━━━━━ Data extract

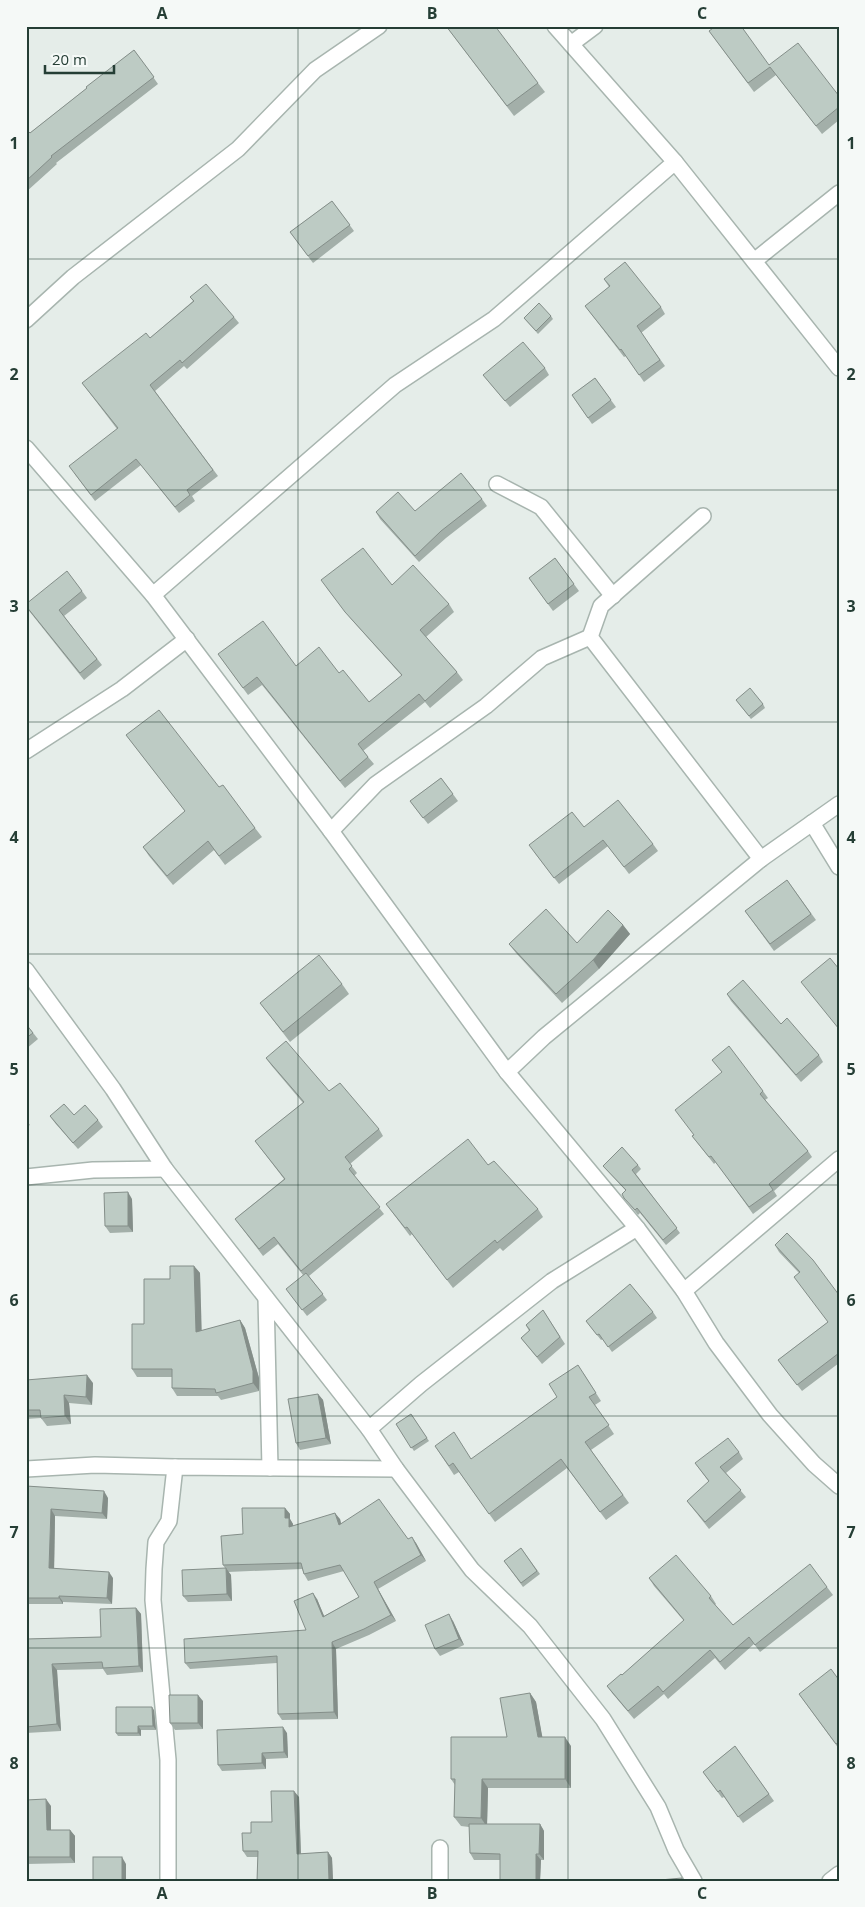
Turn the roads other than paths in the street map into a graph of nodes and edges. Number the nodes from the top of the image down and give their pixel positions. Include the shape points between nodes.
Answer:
1 (379, 26) edge
2 (554, 26) edge
3 (595, 26) edge
4 (571, 44) junction
5 (675, 162) junction
6 (839, 193) edge
7 (754, 261) junction
8 (26, 320) edge
9 (839, 368) edge
10 (26, 448) edge
11 (496, 484) dead end
12 (702, 516) dead end
13 (154, 595) junction
14 (613, 596) junction
15 (590, 637) junction
16 (187, 639) junction
17 (26, 751) edge
18 (839, 804) edge
19 (812, 823) junction
20 (331, 831) junction
21 (761, 858) junction
22 (839, 867) edge
23 (26, 970) edge
24 (506, 1072) junction
25 (839, 1159) edge
26 (165, 1169) junction
27 (26, 1177) edge
28 (637, 1228) junction
29 (684, 1291) junction
30 (266, 1298) junction
31 (369, 1429) junction
32 (175, 1467) junction
33 (270, 1468) junction
34 (26, 1469) edge
35 (396, 1469) junction
36 (839, 1486) edge
37 (440, 1848) dead end
38 (839, 1874) edge
39 (168, 1881) edge
40 (440, 1881) edge
41 (694, 1881) edge
42 (830, 1881) edge

1 - 8 street via 315,70 238,149 73,277
2 - 4 street
3 - 4 street
4 - 5 street
5 - 7 street
5 - 13 street via 494,319 396,385
6 - 7 street
7 - 9 street
10 - 13 street
11 - 14 street via 541,507
12 - 14 street
13 - 16 street
14 - 15 street via 601,606
15 - 20 street via 542,658 486,706 376,784
15 - 21 street
16 - 17 street via 122,689
16 - 20 street
18 - 19 street
19 - 21 street
19 - 22 street
20 - 24 street
21 - 24 street
23 - 26 street via 113,1088
24 - 28 street
25 - 29 street
26 - 27 street via 93,1170
26 - 30 street
28 - 29 street
28 - 31 street via 552,1281 428,1378
29 - 36 street via 716,1343 770,1415 814,1464
30 - 31 street
30 - 33 street
31 - 35 street
32 - 33 street
32 - 34 street via 95,1465
32 - 39 street via 169,1521 156,1542 153,1600 168,1760
33 - 35 street
35 - 41 street via 472,1570 530,1626 603,1719 658,1807 676,1850
37 - 40 street
38 - 42 street

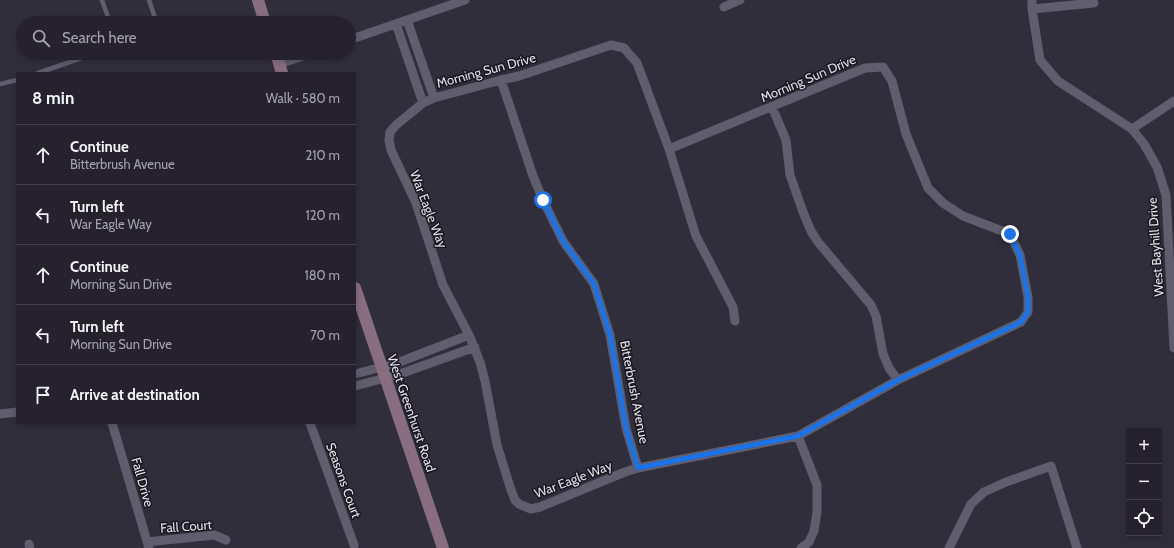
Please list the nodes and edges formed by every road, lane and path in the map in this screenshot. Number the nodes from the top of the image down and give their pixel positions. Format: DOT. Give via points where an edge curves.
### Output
graph roads {
  1 [pos="102,0"];
  2 [pos="148,0"];
  3 [pos="258,0"];
  4 [pos="465,0"];
  5 [pos="740,0"];
  6 [pos="1094,3"];
  7 [pos="1032,4"];
  8 [pos="724,7"];
  9 [pos="108,16"];
  10 [pos="154,16"];
  11 [pos="263,16"];
  12 [pos="407,20"];
  13 [pos="396,24"];
  14 [pos="356,38"];
  15 [pos="76,60"];
  16 [pos="289,60"];
  17 [pos="279,63"];
  18 [pos="41,72"];
  19 [pos="16,80"];
  20 [pos="501,80"];
  21 [pos="0,84"];
  22 [pos="434,98"];
  23 [pos="1174,101"];
  24 [pos="423,103"];
  25 [pos="772,107"];
  26 [pos="1132,129"];
  27 [pos="669,149"];
  28 [pos="356,291"];
  29 [pos="735,321"];
  30 [pos="469,335"];
  31 [pos="474,347"];
  32 [pos="1174,348"];
  33 [pos="384,372"];
  34 [pos="356,374"];
  35 [pos="898,380"];
  36 [pos="356,386"];
  37 [pos="16,412"];
  38 [pos="0,414"];
  39 [pos="112,424"];
  40 [pos="310,424"];
  41 [pos="798,436"];
  42 [pos="638,468"];
  43 [pos="226,540"];
  44 [pos="148,545"];
  45 [pos="354,545"];
  46 [pos="443,548"];
  47 [pos="801,548"];
  48 [pos="949,548"];
  49 [pos="1076,548"];
  1 -- 9 [label="lane"];
  2 -- 10 [label="lane"];
  3 -- 11 [label="main road"];
  4 -- 12 [label="street"];
  5 -- 8 [label="street"];
  6 -- 7 [label="street, West Bayhill Drive"];
  7 -- 26 [label="street, West Bayhill Drive" via="1040,60 1058,81"];
  12 -- 13 [label="street"];
  12 -- 22 [label="street"];
  13 -- 14 [label="street"];
  13 -- 24 [label="street"];
  15 -- 18 [label="lane"];
  16 -- 17 [label="street"];
  19 -- 21 [label="lane"];
  20 -- 22 [label="street, Morning Sun Drive"];
  20 -- 27 [label="street, Morning Sun Drive" via="611,45 624,48 637,63"];
  20 -- 42 [label="street, Bitterbrush Avenue" via="543,200 563,241 594,284 610,335 626,428"];
  22 -- 24 [label="street, Morning Sun Drive"];
  23 -- 26 [label="street"];
  24 -- 30 [label="street, War Eagle Way" via="396,125 390,132 389,140 391,150 416,203 443,285"];
  25 -- 27 [label="street, Morning Sun Drive"];
  25 -- 35 [label="street" via="786,140 790,175 811,231 870,305 876,316 883,354"];
  25 -- 35 [label="street, Morning Sun Drive" via="865,68 883,67 892,81 906,134 928,188 943,203 963,216 1010,234 1020,255 1028,297 1028,312 1021,322"];
  26 -- 32 [label="street, West Bayhill Drive" via="1157,167 1166,195"];
  27 -- 29 [label="street" via="696,236 733,307"];
  28 -- 33 [label="main road, West Greenhurst Road"];
  30 -- 31 [label="street, War Eagle Way"];
  30 -- 33 [label="street" via="404,360"];
  31 -- 33 [label="street" via="400,374"];
  31 -- 42 [label="street, War Eagle Way" via="485,381 504,470 515,500 519,504 531,509 540,507"];
  33 -- 34 [label="street"];
  33 -- 36 [label="street"];
  33 -- 46 [label="main road, West Greenhurst Road"];
  35 -- 41 [label="street, Morning Sun Drive"];
  37 -- 38 [label="street"];
  39 -- 44 [label="street, Fall Drive"];
  40 -- 45 [label="street, Seasons Court"];
  41 -- 42 [label="street, War Eagle Way"];
  41 -- 47 [label="street" via="817,485 814,532 809,542"];
  43 -- 44 [label="street, Fall Court" via="214,535"];
  48 -- 49 [label="street" via="971,504 984,492 1050,466"];
}
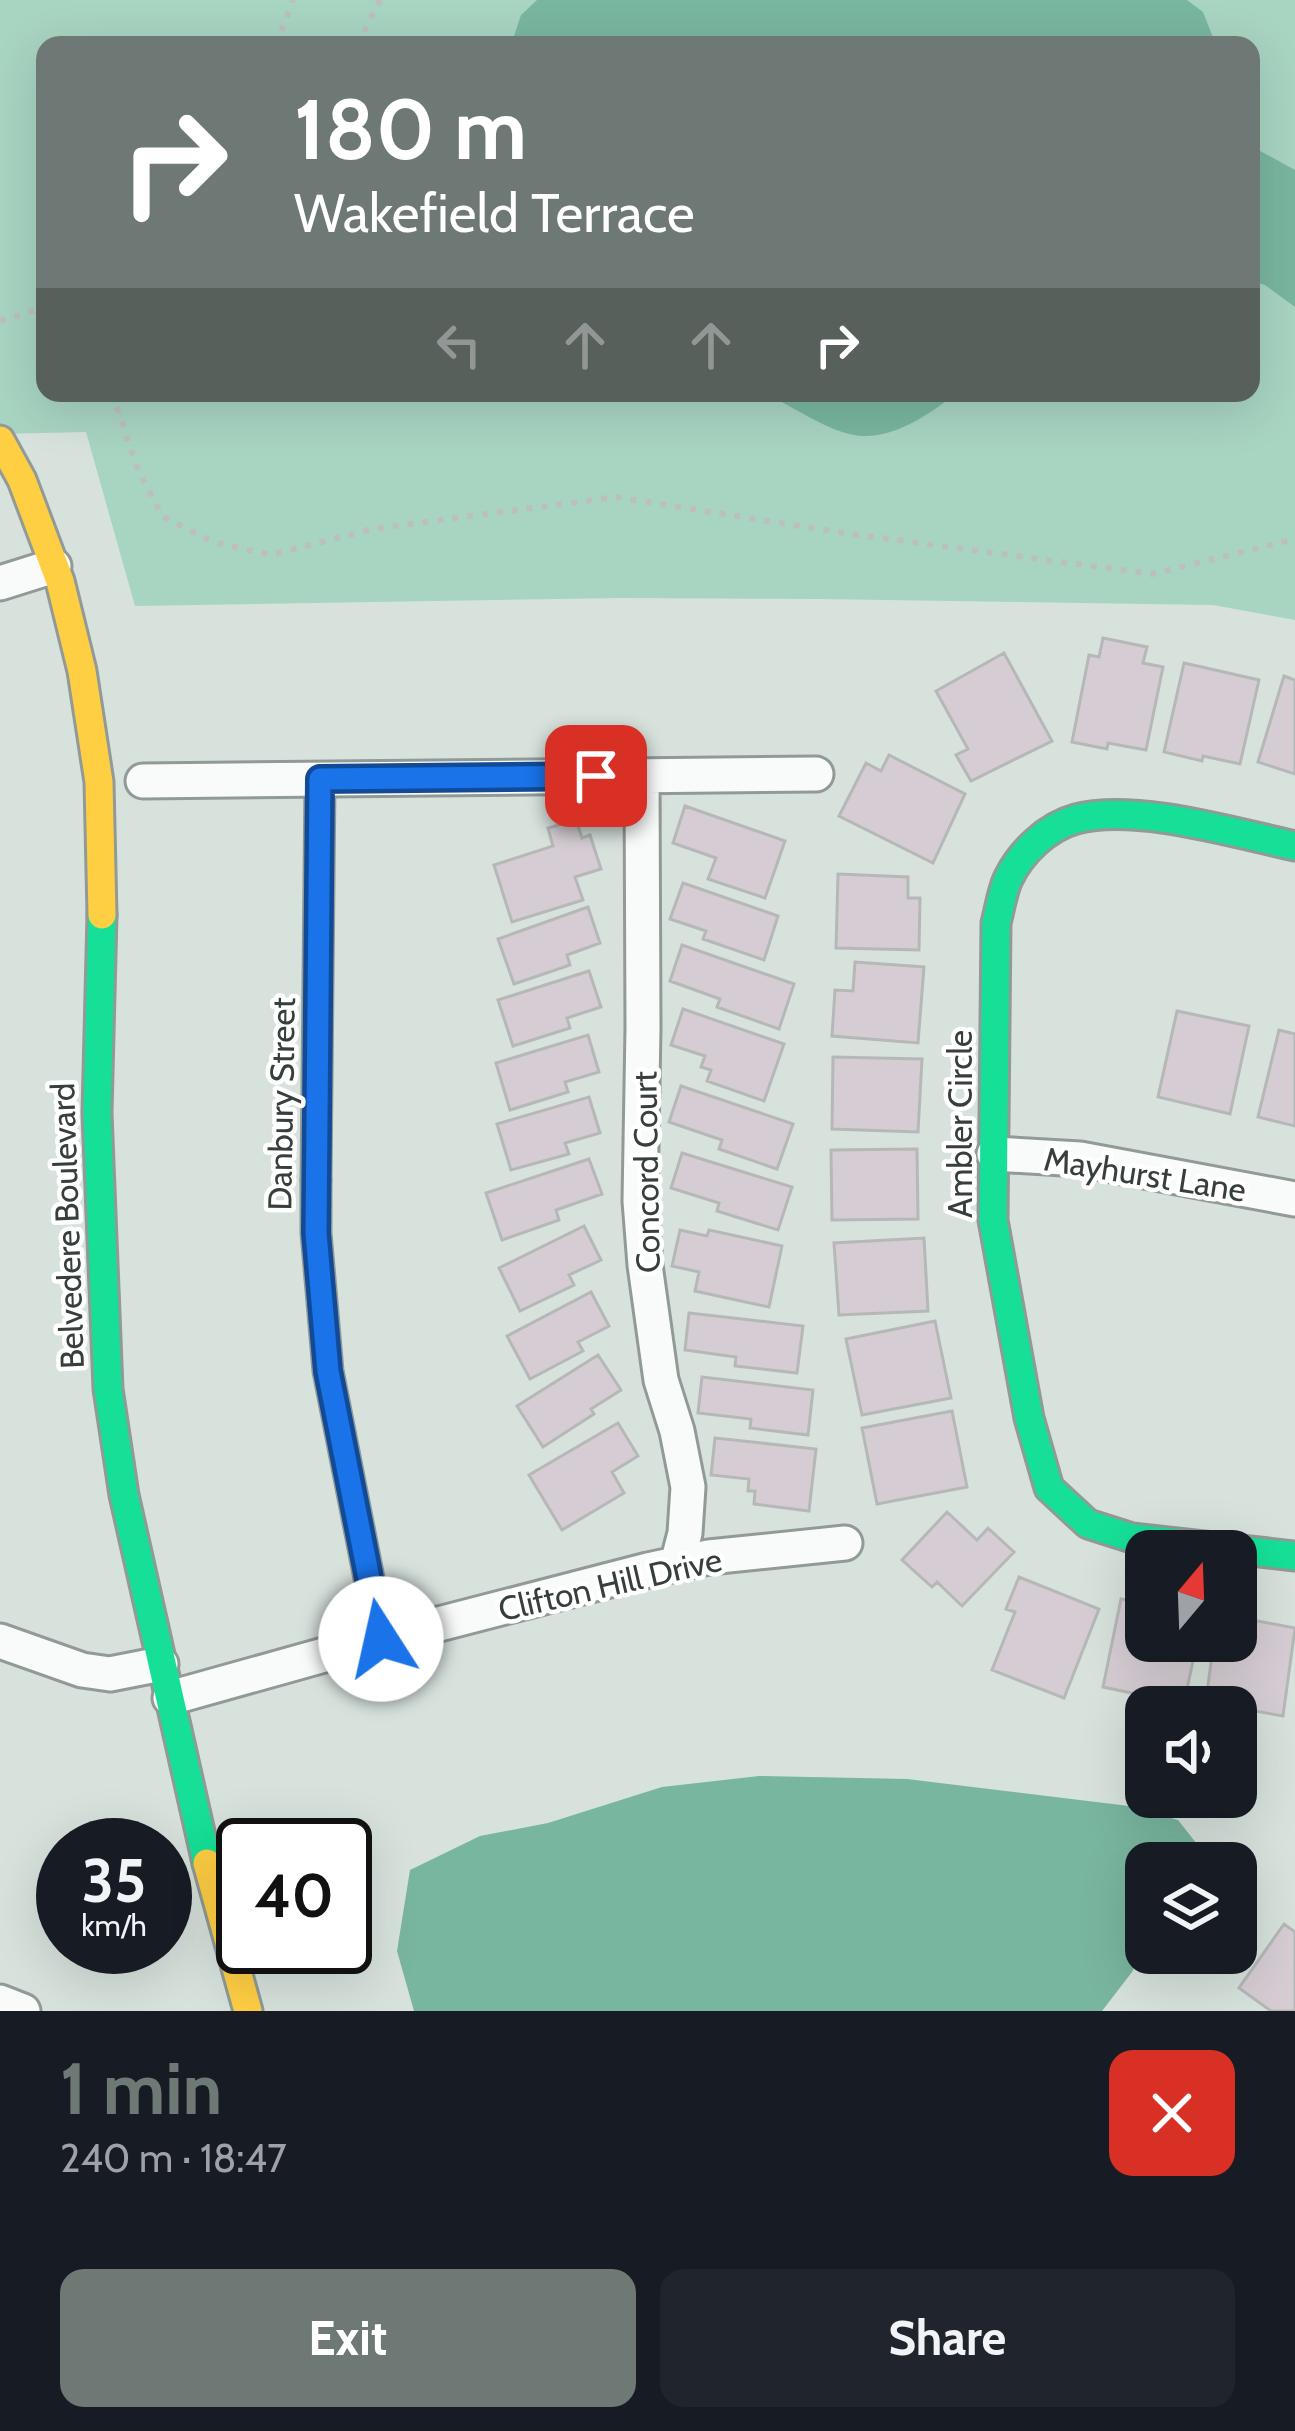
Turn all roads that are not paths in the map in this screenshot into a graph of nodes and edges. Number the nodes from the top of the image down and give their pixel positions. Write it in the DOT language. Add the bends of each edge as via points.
graph roads {
  1 [pos="0,440"];
  2 [pos="54,566"];
  3 [pos="0,583"];
  4 [pos="816,774"];
  5 [pos="643,775"];
  6 [pos="320,779"];
  7 [pos="143,781"];
  8 [pos="1295,846"];
  9 [pos="994,1154"];
  10 [pos="1295,1199"];
  11 [pos="845,1543"];
  12 [pos="1295,1556"];
  13 [pos="677,1564"];
  14 [pos="381,1639"];
  15 [pos="0,1641"];
  16 [pos="161,1664"];
  17 [pos="170,1698"];
  18 [pos="0,2002"];
  19 [pos="22,2011"];
  20 [pos="248,2011"];
  1 -- 2 [label="street, Belvedere Boulevard"];
  2 -- 3 [label="street"];
  2 -- 16 [label="street, Belvedere Boulevard" via="99,782 97,1113 108,1389"];
  4 -- 5 [label="street"];
  5 -- 6 [label="street"];
  5 -- 13 [label="street, Concord Court" via="640,1201 662,1380 688,1487"];
  6 -- 7 [label="street"];
  6 -- 14 [label="street, Danbury Street" via="316,1233 328,1371"];
  8 -- 9 [label="street, Ambler Circle" via="1128,816 1079,818 1037,840 1009,876 996,922"];
  9 -- 10 [label="street, Mayhurst Lane" via="1080,1159"];
  9 -- 12 [label="street, Ambler Circle" via="993,1220 1049,1488 1088,1524 1132,1538"];
  11 -- 13 [label="street, Clifton Hill Drive"];
  13 -- 14 [label="street, Clifton Hill Drive"];
  14 -- 17 [label="street, Clifton Hill Drive"];
  15 -- 16 [label="street" via="82,1670 110,1674"];
  16 -- 17 [label="street, Belvedere Boulevard"];
  17 -- 20 [label="street, Belvedere Boulevard"];
  18 -- 19 [label="street"];
}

━━━━━━━━━━

# Work request
Each line from the start of the entries through the line with "Please list the" is to be restated exactly, and the pictures are to be skipped.

# Written solution
Turn the roads other than paths in the street map into a graph of nodes and edges. Number the nodes from the top of the image down and give their pixel positions. Include the shape points between nodes.
Answer:
1 (379, 26) edge
2 (554, 26) edge
3 (595, 26) edge
4 (571, 44) junction
5 (675, 162) junction
6 (839, 193) edge
7 (754, 261) junction
8 (26, 320) edge
9 (839, 368) edge
10 (26, 448) edge
11 (496, 484) dead end
12 (702, 516) dead end
13 (154, 595) junction
14 (613, 596) junction
15 (590, 637) junction
16 (187, 639) junction
17 (26, 751) edge
18 (839, 804) edge
19 (812, 823) junction
20 (331, 831) junction
21 (761, 858) junction
22 (839, 867) edge
23 (26, 970) edge
24 (506, 1072) junction
25 (839, 1159) edge
26 (165, 1169) junction
27 (26, 1177) edge
28 (637, 1228) junction
29 (684, 1291) junction
30 (266, 1298) junction
31 (369, 1429) junction
32 (175, 1467) junction
33 (270, 1468) junction
34 (26, 1469) edge
35 (396, 1469) junction
36 (839, 1486) edge
37 (440, 1848) dead end
38 (839, 1874) edge
39 (168, 1881) edge
40 (440, 1881) edge
41 (694, 1881) edge
42 (830, 1881) edge

1 - 8 street via 315,70 238,149 73,277
2 - 4 street
3 - 4 street
4 - 5 street
5 - 7 street
5 - 13 street via 494,319 396,385
6 - 7 street
7 - 9 street
10 - 13 street
11 - 14 street via 541,507
12 - 14 street
13 - 16 street
14 - 15 street via 601,606
15 - 20 street via 542,658 486,706 376,784
15 - 21 street
16 - 17 street via 122,689
16 - 20 street
18 - 19 street
19 - 21 street
19 - 22 street
20 - 24 street
21 - 24 street
23 - 26 street via 113,1088
24 - 28 street
25 - 29 street
26 - 27 street via 93,1170
26 - 30 street
28 - 29 street
28 - 31 street via 552,1281 428,1378
29 - 36 street via 716,1343 770,1415 814,1464
30 - 31 street
30 - 33 street
31 - 35 street
32 - 33 street
32 - 34 street via 95,1465
32 - 39 street via 169,1521 156,1542 153,1600 168,1760
33 - 35 street
35 - 41 street via 472,1570 530,1626 603,1719 658,1807 676,1850
37 - 40 street
38 - 42 street

Please list the nodes and edges formed by every road, lane and path in the map in this screenshot. Number the nodes from the top of the image down and give their pixel positions. Format: DOT. Give via points where an edge curves.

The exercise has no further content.